DroneShield stellt mit RfRecon eine neue Funkaufklärungsplattform vor und bestätigt den fest gebuchten Umsatz für 2026 bei 206 Mio. AUD.

Andreas Sommer ·
DroneShield Aktie

Kurz zusammengefasst

  • Neue Plattform RfRecon vorgestellt
  • Umsatzprognose für 2026 bestätigt
  • Halbjahreszahlen am 26. August
  • ASIC-Untersuchung belastet Aktie

DroneShield hat auf der Canaccord-Genuity-Wachstumskonferenz am Dienstag ein neues Produkt in den Mittelpunkt gerückt: RfRecon, eine portable Plattform zur Funkaufklärung, die künftig als Flaggschiff im Gegendrohnen-Portfolio dienen soll.

Nach Unternehmensangaben richtet sich das System an Verteidigungs-, Regierungs- und Sicherheitskunden und könnte im zweiten Halbjahr 2026 spürbar zum Umsatz beitragen. Damit rückt neben der bereits bekannten Prognoseanhebung ein zweiter Wachstumstreiber in den Fokus, der über das laufende Jahr hinausweist.
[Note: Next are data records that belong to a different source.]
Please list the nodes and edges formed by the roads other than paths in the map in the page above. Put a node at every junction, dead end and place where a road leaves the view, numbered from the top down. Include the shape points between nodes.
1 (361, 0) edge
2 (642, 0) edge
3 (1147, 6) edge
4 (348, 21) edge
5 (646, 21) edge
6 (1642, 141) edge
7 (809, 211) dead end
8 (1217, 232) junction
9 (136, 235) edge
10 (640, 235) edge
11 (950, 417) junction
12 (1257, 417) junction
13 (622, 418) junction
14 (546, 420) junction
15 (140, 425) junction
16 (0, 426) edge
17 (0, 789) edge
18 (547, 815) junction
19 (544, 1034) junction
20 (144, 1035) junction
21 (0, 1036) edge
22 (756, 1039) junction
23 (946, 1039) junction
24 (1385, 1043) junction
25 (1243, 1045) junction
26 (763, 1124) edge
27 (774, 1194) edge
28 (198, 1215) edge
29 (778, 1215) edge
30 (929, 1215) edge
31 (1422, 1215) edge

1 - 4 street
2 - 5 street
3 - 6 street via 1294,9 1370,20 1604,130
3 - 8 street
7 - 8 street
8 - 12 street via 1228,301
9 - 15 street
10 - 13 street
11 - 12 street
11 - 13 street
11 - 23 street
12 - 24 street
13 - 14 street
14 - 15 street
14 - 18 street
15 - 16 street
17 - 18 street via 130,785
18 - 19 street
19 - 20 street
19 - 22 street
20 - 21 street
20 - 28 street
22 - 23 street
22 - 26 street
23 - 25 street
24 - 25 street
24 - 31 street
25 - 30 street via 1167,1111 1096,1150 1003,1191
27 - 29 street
Auf derselben Konferenz bestätigte das Unternehmen, dass der bis zum 28. Juli fest gebundene Umsatz für das Geschäftsjahr 2026 bei 206 Millionen australischen Dollar liegt. Die Jahresprognose von 250 bis 270 Millionen australischen Dollar blieb unverändert.

Für das erste Halbjahr 2026 nannte DroneShield einen Umsatz von 125,8 Millionen australischen Dollar. Diese Zahlen sollen am 26. August im Halbjahresbericht bestätigt werden, der auch Aufschluss über die Margenentwicklung geben dürfte.

RfAI-3 und RfRecon als technologische Antwort

Ergänzend zu RfRecon hatte DroneShield bereits am 28. Juli die dritte Generation seiner Funkerkennungs-Engine RfAI-3 vorgestellt. Beide Produkte sollen die technologische Basis für das zweite Halbjahr bilden, während die Auftragslage in Europa mit dem vor rund zwei Wochen gemeldeten Vertrag über 23,2 Millionen australischen Dollar für einen europäischen Militärkunden bereits an Fahrt gewonnen hatte. Das kommerzielle Momentum außerhalb Australiens gewinnt damit an Bedeutung für die Wachstumsstory des Unternehmens.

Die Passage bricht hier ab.